In a bold move to counter Google’s online pre-eminence, Microsoft said on Friday that it had made an unsolicited offer to buy Yahoo for about $44.6 billion in a mix of cash and stock.
If consummated, the deal would re-draw the competitive landscape in Internet consumer services, where both Microsoft and Yahoo have struggled to compete with Google. The offer of $31 a share represents a 62 per cent premium over Yahoo’s closing stock price of $19.18 on Thursday. It would be Microsoft’s largest acquisition ever.

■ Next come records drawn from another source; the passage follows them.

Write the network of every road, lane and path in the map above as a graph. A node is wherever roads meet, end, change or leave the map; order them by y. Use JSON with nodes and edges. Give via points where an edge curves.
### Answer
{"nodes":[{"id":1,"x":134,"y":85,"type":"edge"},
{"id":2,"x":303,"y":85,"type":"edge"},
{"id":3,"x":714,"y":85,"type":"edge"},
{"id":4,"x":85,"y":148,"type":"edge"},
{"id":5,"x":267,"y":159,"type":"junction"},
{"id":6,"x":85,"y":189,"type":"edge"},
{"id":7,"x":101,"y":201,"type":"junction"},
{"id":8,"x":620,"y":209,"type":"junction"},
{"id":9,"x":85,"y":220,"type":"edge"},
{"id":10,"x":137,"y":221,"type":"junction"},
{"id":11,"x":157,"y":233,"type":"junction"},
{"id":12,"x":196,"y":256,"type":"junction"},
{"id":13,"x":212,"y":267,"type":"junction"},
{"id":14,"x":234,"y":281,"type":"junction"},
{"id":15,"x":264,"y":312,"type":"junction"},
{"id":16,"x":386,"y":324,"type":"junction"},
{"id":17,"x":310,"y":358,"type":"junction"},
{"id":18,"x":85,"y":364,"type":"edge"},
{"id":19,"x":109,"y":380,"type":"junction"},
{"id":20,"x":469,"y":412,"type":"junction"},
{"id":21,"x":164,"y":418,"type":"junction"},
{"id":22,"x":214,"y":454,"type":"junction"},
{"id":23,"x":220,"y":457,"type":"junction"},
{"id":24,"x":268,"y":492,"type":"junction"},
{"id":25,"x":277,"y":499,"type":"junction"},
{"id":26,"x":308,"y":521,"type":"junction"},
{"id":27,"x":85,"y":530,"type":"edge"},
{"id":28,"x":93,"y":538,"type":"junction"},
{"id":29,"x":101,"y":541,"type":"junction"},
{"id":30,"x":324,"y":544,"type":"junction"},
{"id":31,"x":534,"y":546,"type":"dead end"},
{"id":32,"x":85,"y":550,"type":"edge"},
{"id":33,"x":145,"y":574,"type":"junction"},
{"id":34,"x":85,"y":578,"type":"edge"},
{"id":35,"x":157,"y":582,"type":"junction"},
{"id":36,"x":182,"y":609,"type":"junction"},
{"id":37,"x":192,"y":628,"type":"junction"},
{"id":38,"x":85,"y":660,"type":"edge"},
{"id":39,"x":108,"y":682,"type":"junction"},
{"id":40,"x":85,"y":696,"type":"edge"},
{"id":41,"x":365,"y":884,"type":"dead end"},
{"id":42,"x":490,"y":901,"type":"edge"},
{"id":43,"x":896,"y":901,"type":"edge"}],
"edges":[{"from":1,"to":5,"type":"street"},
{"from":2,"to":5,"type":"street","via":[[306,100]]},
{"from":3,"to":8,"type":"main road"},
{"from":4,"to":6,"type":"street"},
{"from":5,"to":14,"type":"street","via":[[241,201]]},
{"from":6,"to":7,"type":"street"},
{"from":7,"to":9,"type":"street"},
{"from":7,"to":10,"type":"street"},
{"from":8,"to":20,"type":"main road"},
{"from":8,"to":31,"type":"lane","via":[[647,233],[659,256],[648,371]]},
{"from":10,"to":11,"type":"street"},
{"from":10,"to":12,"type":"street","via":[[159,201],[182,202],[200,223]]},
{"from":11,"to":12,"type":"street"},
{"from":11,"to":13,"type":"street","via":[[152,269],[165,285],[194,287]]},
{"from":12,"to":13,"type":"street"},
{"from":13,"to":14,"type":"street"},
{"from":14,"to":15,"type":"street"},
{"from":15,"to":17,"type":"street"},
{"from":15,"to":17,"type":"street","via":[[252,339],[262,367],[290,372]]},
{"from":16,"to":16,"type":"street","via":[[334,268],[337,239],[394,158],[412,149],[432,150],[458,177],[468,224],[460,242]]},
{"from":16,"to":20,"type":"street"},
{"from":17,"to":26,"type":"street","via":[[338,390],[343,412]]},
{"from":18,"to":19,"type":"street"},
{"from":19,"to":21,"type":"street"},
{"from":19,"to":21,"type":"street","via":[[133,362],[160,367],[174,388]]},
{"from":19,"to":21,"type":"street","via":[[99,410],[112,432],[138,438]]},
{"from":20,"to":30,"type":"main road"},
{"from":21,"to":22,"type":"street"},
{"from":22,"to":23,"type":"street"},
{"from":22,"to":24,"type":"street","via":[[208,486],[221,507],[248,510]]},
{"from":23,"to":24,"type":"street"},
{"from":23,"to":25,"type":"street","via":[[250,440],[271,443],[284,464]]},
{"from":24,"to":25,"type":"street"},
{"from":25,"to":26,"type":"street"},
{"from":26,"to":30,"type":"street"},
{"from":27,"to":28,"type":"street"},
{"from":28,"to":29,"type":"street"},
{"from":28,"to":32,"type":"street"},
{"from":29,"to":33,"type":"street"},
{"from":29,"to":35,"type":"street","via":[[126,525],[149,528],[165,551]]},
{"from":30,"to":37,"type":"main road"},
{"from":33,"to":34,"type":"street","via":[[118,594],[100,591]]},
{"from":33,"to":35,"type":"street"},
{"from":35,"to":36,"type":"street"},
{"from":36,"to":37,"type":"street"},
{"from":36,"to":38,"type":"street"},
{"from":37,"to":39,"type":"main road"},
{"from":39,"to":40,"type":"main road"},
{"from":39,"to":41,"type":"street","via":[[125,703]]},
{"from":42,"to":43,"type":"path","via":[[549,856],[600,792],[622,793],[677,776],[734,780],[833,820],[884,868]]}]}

Microsoft said the combination of the two companies would create efficiencies that would save approximately $1 billion annually. The software giant also said that it has an integration plan to include employees of both companies and intends to offer incentives to retain Yahoo employees.
Steven A Ballmer, the Microsoft chief executive, said that he called his Yahoo counterpart, Jerry Yang, on Thursday night to tell him that Microsoft intended to bid on the company, and that they had a substantive discussion. “I wouldn’t call it a courtesy call,” he said in an interview.
Ballmer said he had decided to pursue a takeover because friendly deal negotiations would most likely be protracted and would probably become public. “These things are hard to keep quiet in the best of times,” he said. He said his conversation with Yang was constructive, but suggested that a deal may not come easily.
Yahoo said in a news release on Friday that its board would evaluate Microsoft’s bid “carefully and promptly in the context of Yahoo’s strategic plans.”